### EXTRACTED DATA ###

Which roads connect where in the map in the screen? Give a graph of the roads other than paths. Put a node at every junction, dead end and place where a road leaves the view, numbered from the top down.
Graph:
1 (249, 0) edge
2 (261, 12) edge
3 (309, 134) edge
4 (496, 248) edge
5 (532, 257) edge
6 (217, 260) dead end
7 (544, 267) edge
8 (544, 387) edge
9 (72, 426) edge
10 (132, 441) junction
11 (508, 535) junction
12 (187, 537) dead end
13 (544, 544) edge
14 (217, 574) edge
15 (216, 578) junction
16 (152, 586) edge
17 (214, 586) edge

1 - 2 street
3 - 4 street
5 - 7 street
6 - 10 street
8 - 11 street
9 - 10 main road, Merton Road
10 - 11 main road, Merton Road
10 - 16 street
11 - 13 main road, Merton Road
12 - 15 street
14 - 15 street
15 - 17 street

###

PROMPT » Write out every entry above exactly as given.

TASK RESPONSE »
Which roads connect where in the map in the screen? Give a graph of the roads other than paths. Put a node at every junction, dead end and place where a road leaves the view, numbered from the top down.
Graph:
1 (249, 0) edge
2 (261, 12) edge
3 (309, 134) edge
4 (496, 248) edge
5 (532, 257) edge
6 (217, 260) dead end
7 (544, 267) edge
8 (544, 387) edge
9 (72, 426) edge
10 (132, 441) junction
11 (508, 535) junction
12 (187, 537) dead end
13 (544, 544) edge
14 (217, 574) edge
15 (216, 578) junction
16 (152, 586) edge
17 (214, 586) edge

1 - 2 street
3 - 4 street
5 - 7 street
6 - 10 street
8 - 11 street
9 - 10 main road, Merton Road
10 - 11 main road, Merton Road
10 - 16 street
11 - 13 main road, Merton Road
12 - 15 street
14 - 15 street
15 - 17 street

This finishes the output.